═════ Task inputs ═════
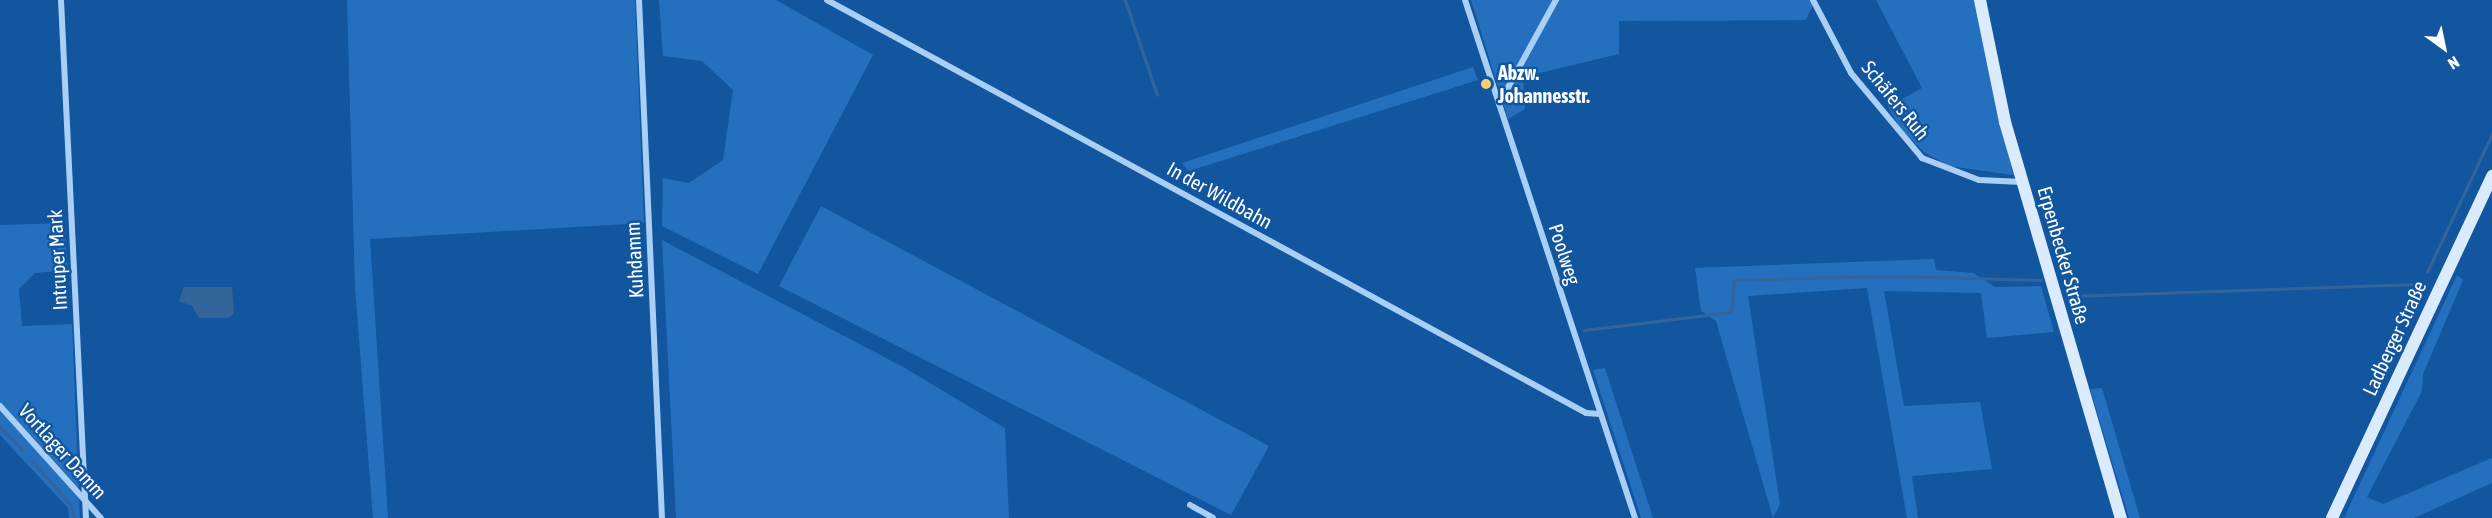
<!DOCTYPE html>
<meta charset="utf-8">
<style>
body{margin:0}
#map{position:relative;width:2492px;height:518px;overflow:hidden;background:#12569f;font-family:"Asap Condensed",sans-serif}
div>[style]{position:absolute}
.green>*{inset:0;background:#2570be}
.water>*{inset:0;background:#34659a}
.stream>*{height:3px;margin:-1.5px;padding:0 1.5px;transform-origin:1.5px;border-radius:1.5px;background:#34659a}
.street>*{height:6px;margin:-3px;padding:0 3px;transform-origin:3px;border-radius:3px;background:#aacff5}
.secondary>*{height:12px;margin:-6px;padding:0 6px;transform-origin:6px;border-radius:6px;background:#daebfd}
.dots>*{width:16px;height:16px;translate:-50% -50%;box-sizing:border-box;border:3px solid #12569f;border-radius:50%}
span{translate:-50% -50%;white-space:nowrap;text-align:center;line-height:1.15;-webkit-text-stroke:5px #12569f;paint-order:stroke}
.poi-label{font-size:20px;color:#fff;font-weight:700}
.left{translate:0 -50%;text-align:left}
.street-label{font-size:20px;color:#fff}
.north{position:absolute;left:2414px;top:18px;width:60px;height:60px;-webkit-text-stroke:4px #12569f;paint-order:stroke;rotate:147deg;font-size:16px;font-weight:700;line-height:24px;text-align:center;color:#fff}
.north::after{content:'';display:block;margin:auto;width:21px;height:27px;background:#fff;clip-path:polygon(50% 0,100% 100%,50% 72%,0 100%)}
</style>
<div id="map">
<div class="green">
<i style="clip-path:polygon(347px 0,635px 0,644px 223px,370px 239px,388px 518px,373px 518px,355px 288px)"></i>
<i style="clip-path:polygon(659px 0,776px 0,873px 55px,758px 274px,662px 226px,663px 178px,689px 183px,723px 160px,733px 90px,702px 61px,663px 56px)"></i>
<i style="clip-path:polygon(1471px 0,1815px 0,1806px 20px,1619px 21px,1619px 54px,1523px 77px,1525px 109px,1508px 119px)"></i>
<i style="clip-path:polygon(1876px 0,1974px 0,2013px 175px,1949px 166px,1924px 152px,1901px 129px,1888px 107px,1922px 88px)"></i>
<i style="clip-path:polygon(1473px 67px,1478px 80px,1189px 171px,1182px 163px)"></i>
<i style="clip-path:polygon(821px 206px,1269px 446px,1231px 515px,779px 286px)"></i>
<i style="clip-path:polygon(64px 223px,68px 270px,35px 273px,19px 289px,22px 326px,72px 324px,80px 518px,69px 518px,68px 508px,0 435px,0 225px)"></i>
<i style="clip-path:polygon(662px 240px,905px 368px,1005px 428px,1009px 518px,676px 518px)"></i>
<i style="clip-path:polygon(1934px 259px,1936px 270px,1973px 273px,1995px 287px,2041px 286px,2054px 332px,1987px 338px,1981px 293px,1884px 291px,1904px 406px,1980px 402px,1992px 469px,1912px 476px,1918px 518px,1907px 518px,1867px 288px,1748px 296px,1780px 504px,1773px 518px,1716px 321px,1701px 311px,1695px 268px)"></i>
<i style="clip-path:polygon(2457px 275px,2463px 280px,2423px 374px,2422px 391px,2367px 497px,2383px 504px,2492px 458px,2492px 483px,2414px 518px,2344px 518px)"></i>
<i style="clip-path:polygon(1605px 368px,1653px 518px,1641px 518px,1593px 370px)"></i>
<i style="clip-path:polygon(2102px 388px,2140px 518px,2129px 518px,2090px 389px)"></i>
</div>
<div class="water">
<i style="clip-path:polygon(184px 287px,232px 287px,234px 313px,228px 318px,199px 318px,192px 306px,179px 301px)"></i>
</div>
<div class="stream">
<i style="left:1125px;top:0;width:100px;rotate:71.4deg"></i>
<i style="left:2427px;top:272px;width:153px;rotate:-64.8deg"></i>
<i style="left:2071px;top:296px;width:347px;rotate:-2deg"></i>
<i style="left:1584px;top:330px;width:148px;rotate:-7deg"></i>
<i style="left:1731px;top:312px;width:32px;rotate:-85deg"></i>
<i style="left:1734px;top:280px;width:157px;rotate:-1.5deg"></i>
<i style="left:1891px;top:276px;width:150px;rotate:1.5deg"></i>
<i style="left:0;top:427px;width:33px;rotate:46deg"></i>
<i style="left:32px;top:461px;width:57px;rotate:48.5deg"></i>
<i style="left:70px;top:504px;width:15px;rotate:74deg"></i>
</div>
<div class="street">
<i style="left:61px;top:0;width:519px;rotate:87.24deg"></i>
<i style="left:639px;top:0;width:519px;rotate:87.46deg"></i>
<i style="left:827px;top:0;width:864px;rotate:28.55deg"></i>
<i style="left:1586px;top:413px;width:14px;rotate:4deg"></i>
<i style="left:1465px;top:0;width:545px;rotate:71.83deg"></i>
<i style="left:1813px;top:0;width:82px;rotate:62.5deg"></i>
<i style="left:1851px;top:73px;width:111px;rotate:50.1deg"></i>
<i style="left:1922px;top:158px;width:61px;rotate:21.1deg"></i>
<i style="left:1979px;top:180px;width:43px;rotate:2.7deg"></i>
<i style="left:1499px;top:104px;width:119px;rotate:-61.3deg"></i>
<i style="left:0;top:406px;width:151px;rotate:48deg"></i>
<i style="left:1190px;top:505px;width:26px;rotate:29deg"></i>
</div>
<div class="secondary">
<i style="left:1980px;top:0;width:125px;rotate:78.4deg"></i>
<i style="left:2005px;top:122px;width:413px;rotate:73.7deg"></i>
<i style="left:2332px;top:518px;width:378px;rotate:-64.9deg"></i>
</div>
<div class="dots">
<i style="left:1486px;top:84px;background:#ffcf6d"></i>
</div>
<div class="poi-label">
<span class="left" style="left:1498px;top:84px">Abzw.<br>Johannesstr.</span>
</div>
<div class="street-label">
<span style="left:1896px;top:100px;rotate:51deg">Schäfers Ruh</span>
<span style="left:1220px;top:195px;rotate:29deg">In der Wildbahn</span>
<span style="left:1565px;top:254px;rotate:72deg">Poolweg</span>
<span style="left:2064px;top:255px;rotate:74deg">Erpenbecker Straße</span>
<span style="left:57px;top:260px;rotate:-93deg">Intruper Mark</span>
<span style="left:634px;top:260px;rotate:-93deg">Kuhdamm</span>
<span style="left:2394px;top:338px;rotate:-65deg">Ladberger Straße</span>
<span style="left:63px;top:451px;rotate:48deg">Vortlager Damm</span>
</div>
<div class="north">N</div>
</div>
═════
Requirement =>
From the records above, show each line that contains the word "class".

Solution to this problem =>
<div class="green">
<div class="water">
<div class="stream">
<div class="street">
<div class="secondary">
<div class="dots">
<div class="poi-label">
<span class="left" style="left:1498px;top:84px">Abzw.<br>Johannesstr.</span>
<div class="street-label">
<div class="north">N</div>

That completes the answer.